Я не стану цитировать другие примеры, поскольку понимаю, что все мои попытки переложить на чужой язык мысли, истекавшие по капле из кровоточащих сердец и собранные в бесконечную реку, не смогут передать всей их красоты, и читатель сможет услышать лишь легкий всплеск ее волн на берегах нашей литературы. Надеюсь, мне удалось хотя бы отчасти показать изнанку японской души, которая внешне часто кажется жесткой или странной, состоящей из истерической смеси уныния и напускной веселости, вызывающей сомнения в душевном здоровье.

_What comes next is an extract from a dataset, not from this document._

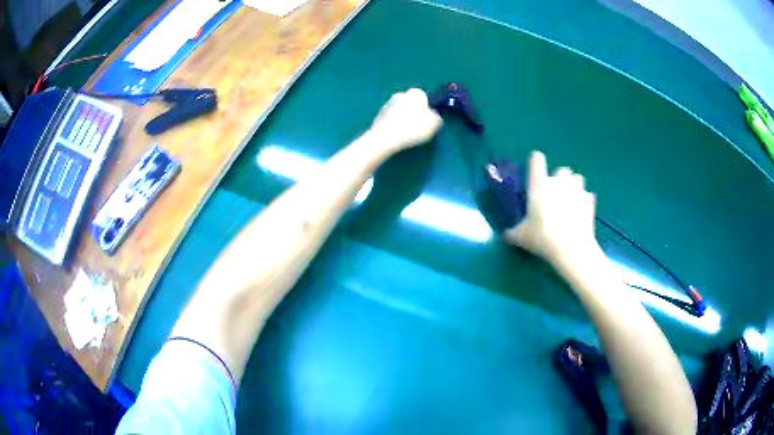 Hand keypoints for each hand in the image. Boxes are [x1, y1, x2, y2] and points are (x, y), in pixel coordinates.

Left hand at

Предполагают, что причина нашего равнодушия к смерти и способности переносить боль – в пониженной чувствительности. В этом есть доля правды. Но возникает вопрос: неужели наши нервные окончания слишком грубы и невосприимчивы? Может быть, японский климат, в отличие от американского, рождает эту сдержанность. Может, дело в том, что у нас монархическое государство, а не республика, как у французов? Или в том, что мы не перечитываем «Перекроенного портного» с таким же рвением, как англичане? Сам я склонен считать, что постоянно сдерживать себя нам приходится именно из-за нашей повышенной возбудимости и чувствительности. Но каков бы ни был верный ответ, найти его мы не сможем, не приняв во внимание многовековую практику самоконтроля.
В упражнениях по самоконтролю легко зайти слишком далеко. Они могут подавить истинные движения души. Навязать податливым натурам искаженные, чудовищные представления. Могут привести к фанатизму и лицемерию, притупить естественную привязанность. Даже такое высокое достоинство имеет свою противоположность и ложные проявления. Но мы должны видеть в каждой добродетели присущее ей превосходство и стремиться к ее идеалу, а идеал самообладания – это, как мы говорим, равновесие ума, или же, как говорили греки, эутимия, которую Демокрит называл высшим благом.
Лучшим примером самообладания служит традиция, в которой оно достигает своей наивысшей степени. О ней мы и поговорим в следующей главе. Речь пойдет о самоубийстве и воздаянии.